══ EXTRACTED ENTRIES ══

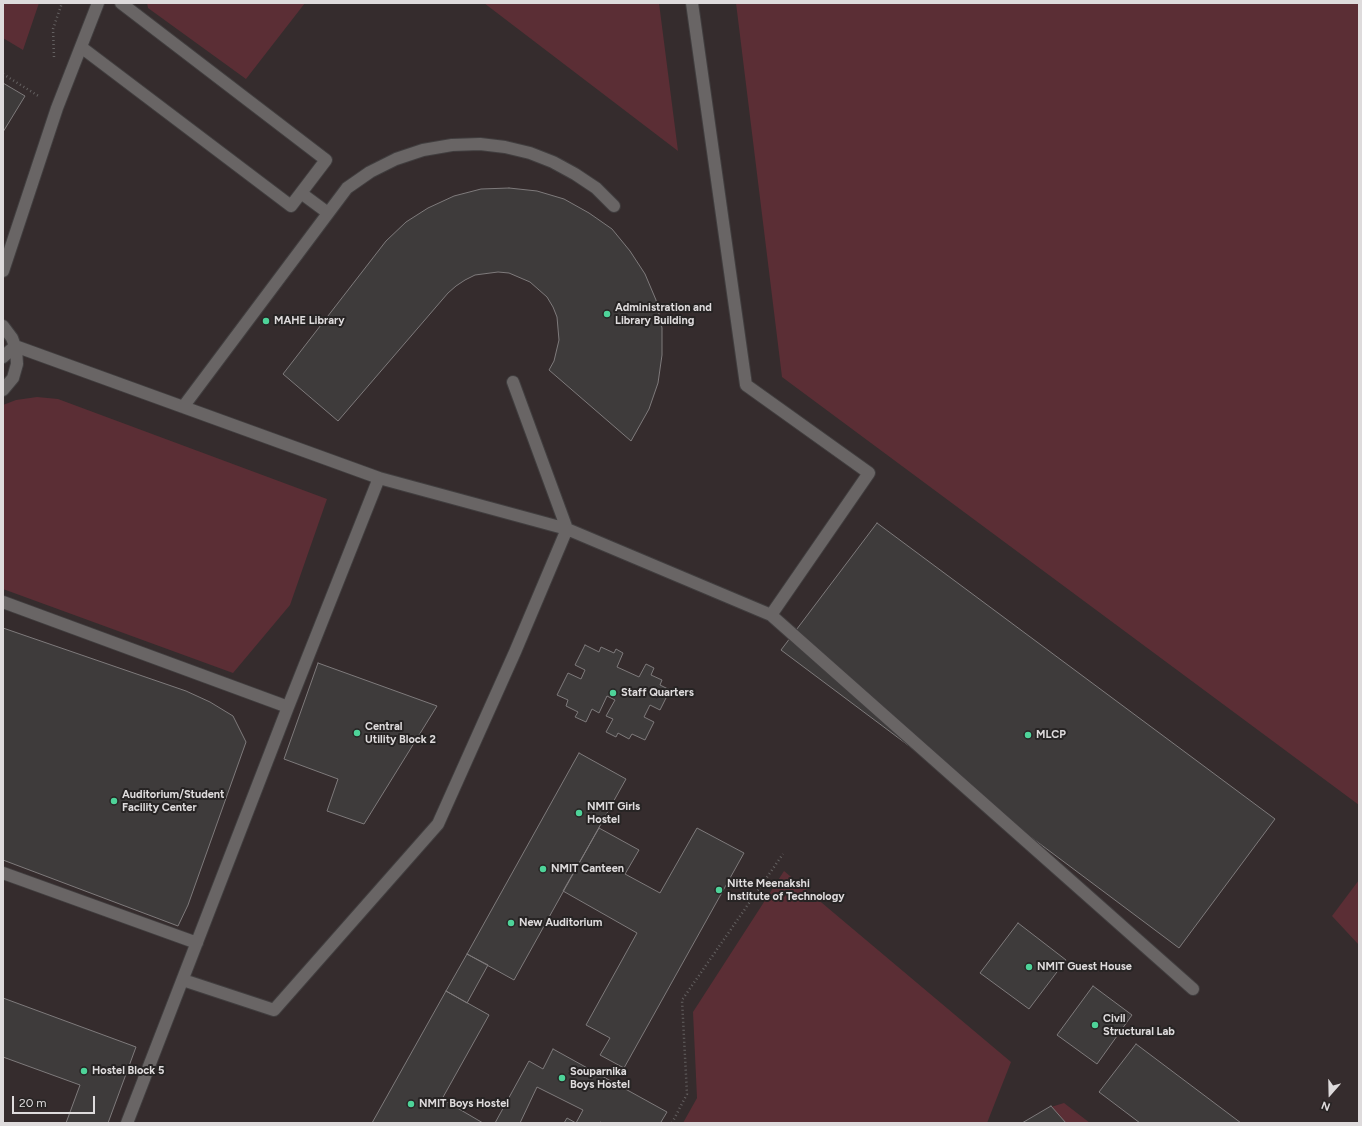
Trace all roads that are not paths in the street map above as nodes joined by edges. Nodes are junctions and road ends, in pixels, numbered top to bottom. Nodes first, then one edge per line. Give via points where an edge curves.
1 (98, 3) edge
2 (121, 3) edge
3 (692, 3) edge
4 (81, 47) junction
5 (301, 193) junction
6 (614, 206) dead end
7 (328, 213) junction
8 (3, 271) edge
9 (3, 326) edge
10 (15, 346) junction
11 (3, 357) edge
12 (513, 382) dead end
13 (3, 390) edge
14 (183, 407) junction
15 (379, 478) junction
16 (567, 529) junction
17 (3, 602) edge
18 (771, 615) junction
19 (288, 707) junction
20 (3, 873) edge
21 (197, 943) junction
22 (183, 980) junction
23 (1193, 989) dead end
24 (127, 1123) edge

1 - 4 lane
2 - 5 lane via 326,160
3 - 18 lane via 746,385 869,473
4 - 5 lane via 291,206
4 - 8 lane via 57,108
5 - 7 lane
6 - 7 lane via 596,188 553,162 530,153 480,144 430,148 396,159 370,172 347,188
7 - 14 lane
9 - 10 lane
10 - 11 lane
10 - 13 lane via 17,364 12,378
10 - 14 lane
12 - 16 lane
14 - 15 lane
15 - 16 lane
15 - 19 lane
16 - 18 lane
16 - 22 lane via 438,824 274,1010
17 - 19 lane
18 - 23 lane
19 - 21 lane
20 - 21 lane
21 - 22 lane
22 - 24 lane

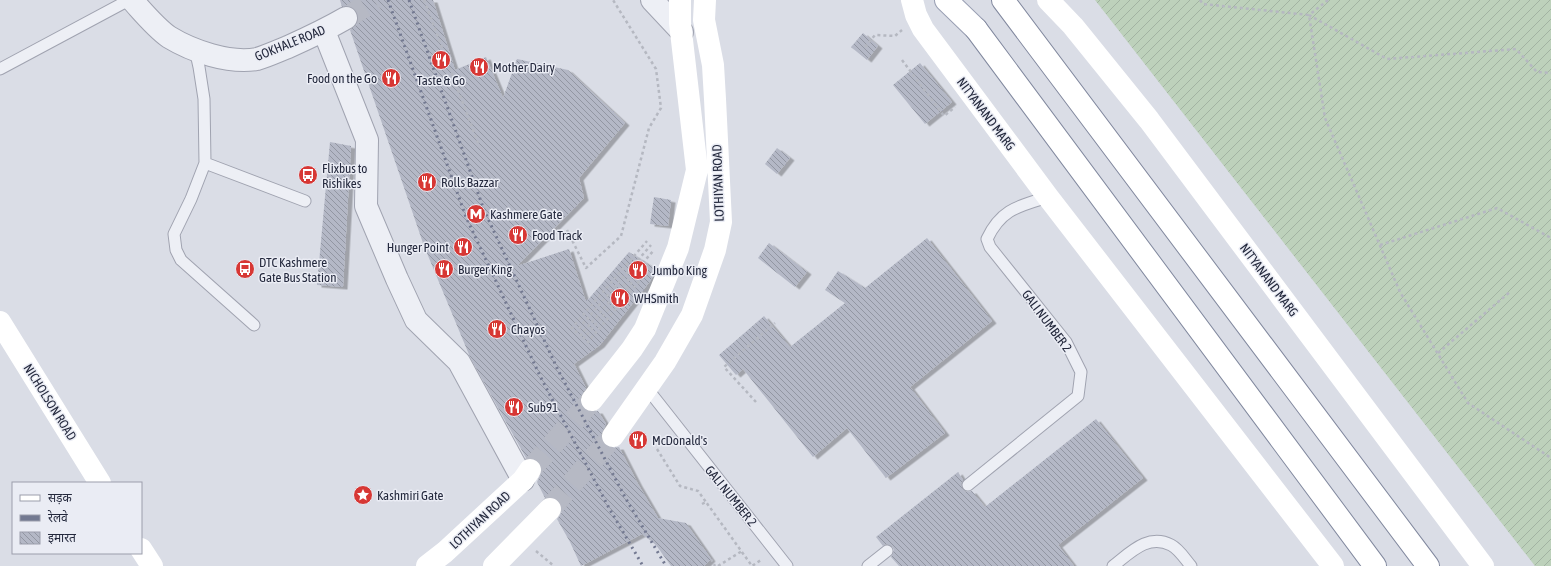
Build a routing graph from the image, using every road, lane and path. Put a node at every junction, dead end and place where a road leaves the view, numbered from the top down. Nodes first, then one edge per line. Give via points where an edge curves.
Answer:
1 (131, 0) edge
2 (424, 0) edge
3 (613, 0) edge
4 (652, 0) edge
5 (680, 0) edge
6 (705, 0) edge
7 (946, 0) edge
8 (1003, 0) edge
9 (1048, 0) edge
10 (1200, 0) edge
11 (1328, 0) edge
12 (914, 7) edge
13 (1309, 15) junction
14 (346, 18) tunnel mouth
15 (324, 31) junction
16 (682, 32) junction
17 (865, 47) dead end
18 (194, 49) junction
19 (902, 60) dead end
20 (0, 69) edge
21 (1551, 73) edge
22 (971, 94) junction
23 (478, 143) dead end
24 (205, 162) junction
25 (1048, 197) junction
26 (305, 201) dead end
27 (567, 230) dead end
28 (1551, 238) edge
29 (647, 241) dead end
30 (650, 245) dead end
31 (1380, 245) junction
32 (655, 248) dead end
33 (649, 263) dead end
34 (647, 272) dead end
35 (1511, 290) dead end
36 (0, 322) edge
37 (775, 323) dead end
38 (254, 325) dead end
39 (571, 329) dead end
40 (575, 332) dead end
41 (580, 336) dead end
42 (583, 339) dead end
43 (587, 343) dead end
44 (1438, 353) junction
45 (646, 387) junction
46 (592, 400) tunnel mouth
47 (756, 402) dead end
48 (613, 436) tunnel mouth
49 (656, 449) dead end
50 (1551, 458) edge
51 (526, 475) joint
52 (99, 482) edge
53 (968, 485) dead end
54 (706, 502) junction
55 (702, 504) dead end
56 (550, 508) tunnel mouth
57 (142, 551) edge
58 (742, 551) junction
59 (887, 551) dead end
60 (711, 559) dead end
61 (761, 560) dead end
62 (152, 566) edge
63 (427, 566) edge
64 (494, 566) edge
65 (716, 566) edge
66 (787, 566) edge
67 (868, 566) edge
68 (1113, 566) edge
69 (1191, 566) edge
70 (1333, 566) edge
71 (1375, 566) edge
72 (1428, 566) edge
73 (1483, 566) edge

1 - 18 street, GOKHALE ROAD via 169,36
1 - 20 lane
2 - 23 path
3 - 27 path via 656,69 661,108 649,128 621,236 586,268
4 - 16 street
5 - 16 main road, LOTHIYAN ROAD
6 - 45 main road, LOTHIYAN ROAD via 704,20 713,65 721,222 715,250 692,314 672,351
7 - 71 main road via 976,30
8 - 72 main road
9 - 73 main road, NITYANAND MARG via 1074,26 1149,120
10 - 13 path via 1203,4
11 - 13 path
12 - 17 path via 896,36 875,35
12 - 22 main road, NITYANAND MARG via 923,29
13 - 21 path via 1387,59 1516,49 1537,72
13 - 31 path via 1325,118
14 - 15 street, GOKHALE ROAD
15 - 18 street, GOKHALE ROAD via 257,59 227,59
15 - 51 street via 367,140 366,206 397,279 416,320 459,362
16 - 46 main road, LOTHIYAN ROAD via 697,170 678,248 645,329
18 - 24 lane via 200,67 204,99
19 - 22 path via 944,116
22 - 25 main road, NITYANAND MARG
24 - 26 lane
24 - 38 lane via 174,234 176,250 181,260
25 - 53 lane, GALI NUMBER 2 via 1008,211 987,239 990,247 1066,342 1081,372 1078,396
25 - 70 main road, NITYANAND MARG
28 - 31 path via 1497,208
29 - 39 path
30 - 40 path
31 - 44 path via 1400,292
32 - 41 path
33 - 42 path
34 - 43 path
35 - 44 path
36 - 52 main road, NICHOLSON ROAD
37 - 47 path via 724,367
44 - 50 path via 1468,403
45 - 48 main road, LOTHIYAN ROAD
45 - 66 lane, GALI NUMBER 2
49 - 54 path via 680,486 698,490
51 - 63 main road, LOTHIYAN ROAD
54 - 55 path
54 - 58 path
56 - 64 main road
57 - 62 main road
58 - 61 path via 752,566
58 - 65 path
59 - 67 lane
60 - 65 path
68 - 69 lane via 1140,545 1150,542 1171,545

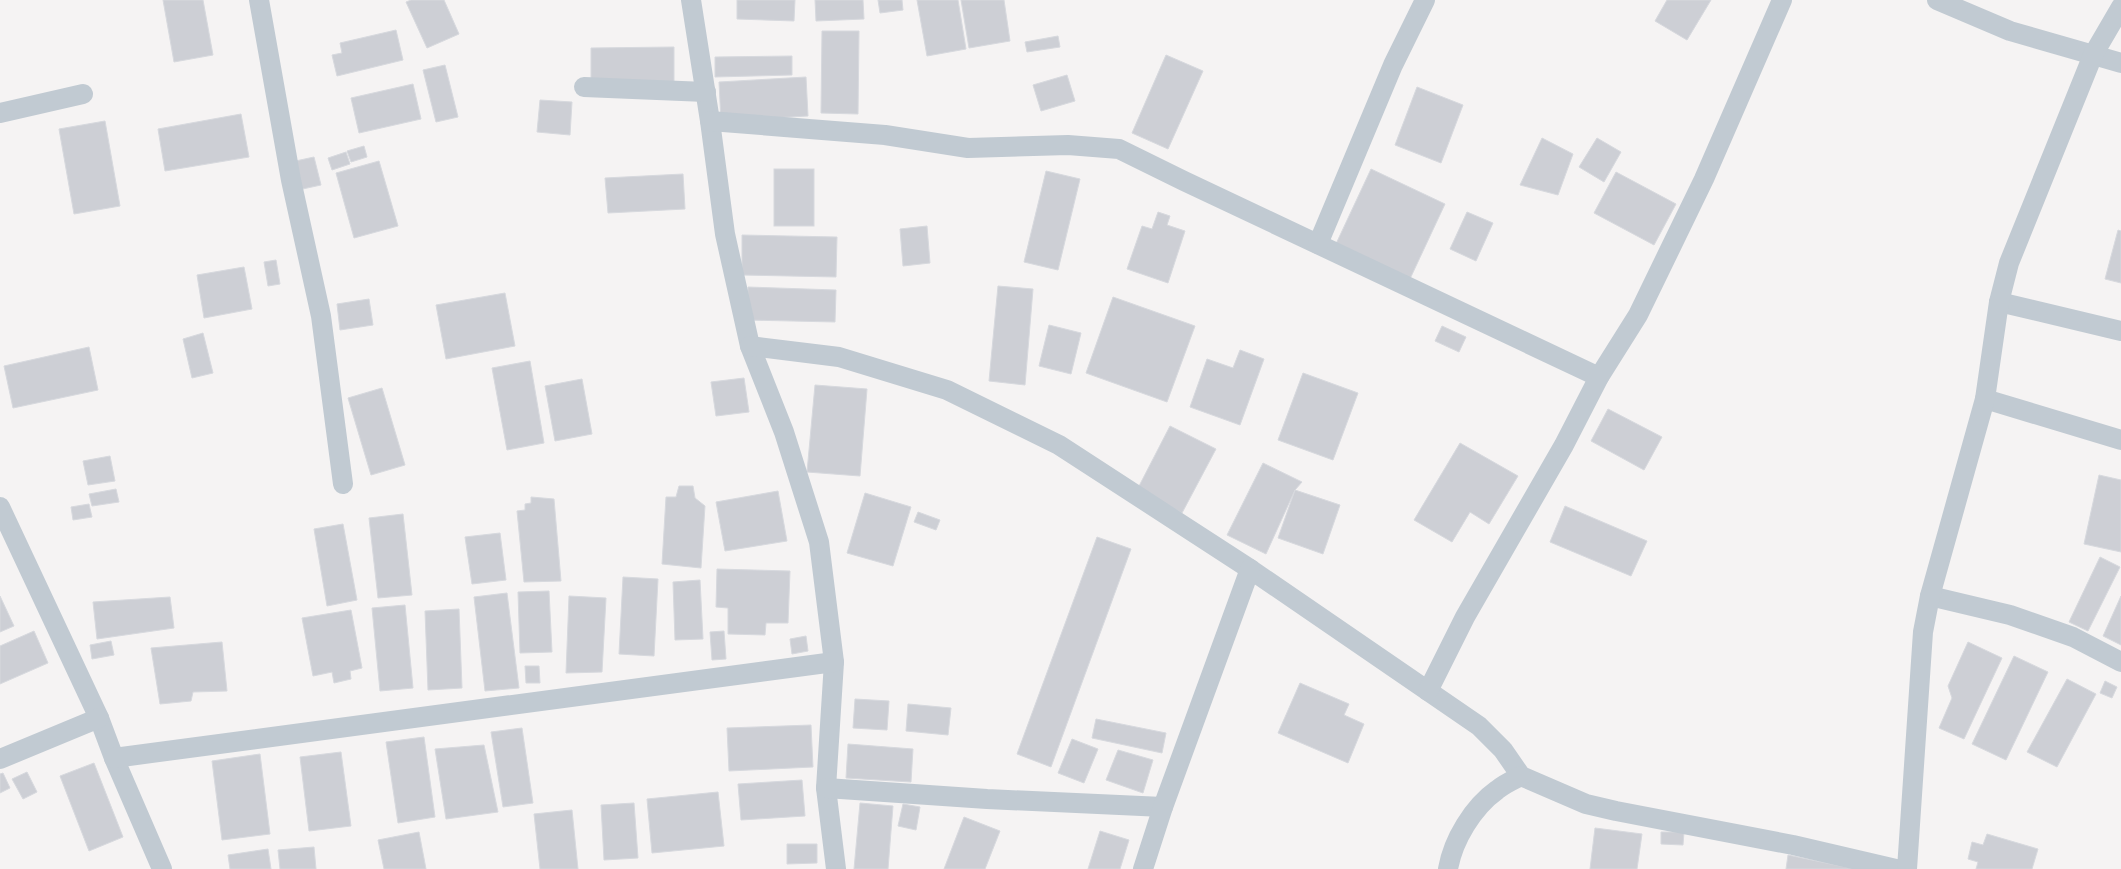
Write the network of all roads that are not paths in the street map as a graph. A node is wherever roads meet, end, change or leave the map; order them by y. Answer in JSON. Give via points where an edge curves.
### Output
{"nodes":[{"id":1,"x":260,"y":0,"type":"edge"},
{"id":2,"x":691,"y":0,"type":"edge"},
{"id":3,"x":1426,"y":0,"type":"edge"},
{"id":4,"x":1782,"y":0,"type":"edge"},
{"id":5,"x":1937,"y":0,"type":"edge"},
{"id":6,"x":2121,"y":7,"type":"edge"},
{"id":7,"x":2094,"y":55,"type":"junction"},
{"id":8,"x":2121,"y":63,"type":"edge"},
{"id":9,"x":584,"y":87,"type":"dead end"},
{"id":10,"x":706,"y":92,"type":"junction"},
{"id":11,"x":83,"y":94,"type":"dead end"},
{"id":12,"x":0,"y":113,"type":"edge"},
{"id":13,"x":710,"y":121,"type":"junction"},
{"id":14,"x":1318,"y":244,"type":"junction"},
{"id":15,"x":1999,"y":302,"type":"junction"},
{"id":16,"x":2121,"y":330,"type":"edge"},
{"id":17,"x":750,"y":346,"type":"junction"},
{"id":18,"x":1599,"y":377,"type":"junction"},
{"id":19,"x":1985,"y":399,"type":"junction"},
{"id":20,"x":2121,"y":440,"type":"edge"},
{"id":21,"x":343,"y":484,"type":"dead end"},
{"id":22,"x":0,"y":507,"type":"edge"},
{"id":23,"x":1250,"y":569,"type":"junction"},
{"id":24,"x":1930,"y":596,"type":"junction"},
{"id":25,"x":834,"y":662,"type":"junction"},
{"id":26,"x":2121,"y":662,"type":"edge"},
{"id":27,"x":1428,"y":691,"type":"junction"},
{"id":28,"x":100,"y":718,"type":"junction"},
{"id":29,"x":114,"y":758,"type":"junction"},
{"id":30,"x":0,"y":759,"type":"edge"},
{"id":31,"x":1521,"y":776,"type":"junction"},
{"id":32,"x":826,"y":788,"type":"junction"},
{"id":33,"x":1163,"y":807,"type":"junction"},
{"id":34,"x":162,"y":869,"type":"edge"},
{"id":35,"x":836,"y":869,"type":"edge"},
{"id":36,"x":1143,"y":869,"type":"edge"},
{"id":37,"x":1448,"y":869,"type":"edge"},
{"id":38,"x":1896,"y":869,"type":"edge"},
{"id":39,"x":1907,"y":869,"type":"edge"}],
"edges":[{"from":1,"to":21,"type":"street","via":[[291,180],[321,316]]},
{"from":2,"to":10,"type":"street"},
{"from":3,"to":14,"type":"street","via":[[1393,65]]},
{"from":4,"to":18,"type":"street","via":[[1704,179],[1638,315]]},
{"from":5,"to":7,"type":"street","via":[[2010,31]]},
{"from":6,"to":7,"type":"street"},
{"from":7,"to":8,"type":"street"},
{"from":7,"to":15,"type":"street","via":[[2009,263]]},
{"from":9,"to":10,"type":"street"},
{"from":10,"to":13,"type":"street"},
{"from":11,"to":12,"type":"street"},
{"from":13,"to":14,"type":"street","via":[[885,135],[968,148],[1068,145],[1119,149]]},
{"from":13,"to":17,"type":"street","via":[[726,234]]},
{"from":14,"to":18,"type":"street"},
{"from":15,"to":16,"type":"street"},
{"from":15,"to":19,"type":"street"},
{"from":17,"to":23,"type":"street","via":[[839,357],[947,390],[1059,445]]},
{"from":17,"to":25,"type":"street","via":[[784,432],[819,542]]},
{"from":18,"to":27,"type":"street","via":[[1464,617]]},
{"from":19,"to":20,"type":"street"},
{"from":19,"to":24,"type":"street"},
{"from":22,"to":28,"type":"street"},
{"from":23,"to":27,"type":"street"},
{"from":23,"to":33,"type":"street"},
{"from":24,"to":26,"type":"street","via":[[2010,615],[2073,637]]},
{"from":24,"to":39,"type":"street","via":[[1924,632]]},
{"from":25,"to":29,"type":"street"},
{"from":25,"to":32,"type":"street"},
{"from":27,"to":31,"type":"street","via":[[1479,726],[1503,750]]},
{"from":28,"to":29,"type":"street"},
{"from":28,"to":30,"type":"street"},
{"from":29,"to":34,"type":"street"},
{"from":31,"to":37,"type":"street","via":[[1497,790],[1482,804],[1464,829]]},
{"from":31,"to":38,"type":"street","via":[[1586,804]]},
{"from":32,"to":33,"type":"street"},
{"from":32,"to":35,"type":"street"},
{"from":33,"to":36,"type":"street"}]}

═══

Show all lines above containing "where".

**RESPONSE TO THIS TASK:**
Trace all roads that are not paths in the street map above as nodes joined by edges. Nodes are junctions and road ends, in pixels, numbered top to bottom. Nodes first, then one edge per line. Give via points where an edge curves.
Build a routing graph from the image, using every road, lane and path. Put a node at every junction, dead end and place where a road leaves the view, numbered from the top down. Nodes first, then one edge per line. Give via points where an edge curves.
Write the network of all roads that are not paths in the street map as a graph. A node is wherever roads meet, end, change or leave the map; order them by y. Answer in JSON. Give via points where an edge curves.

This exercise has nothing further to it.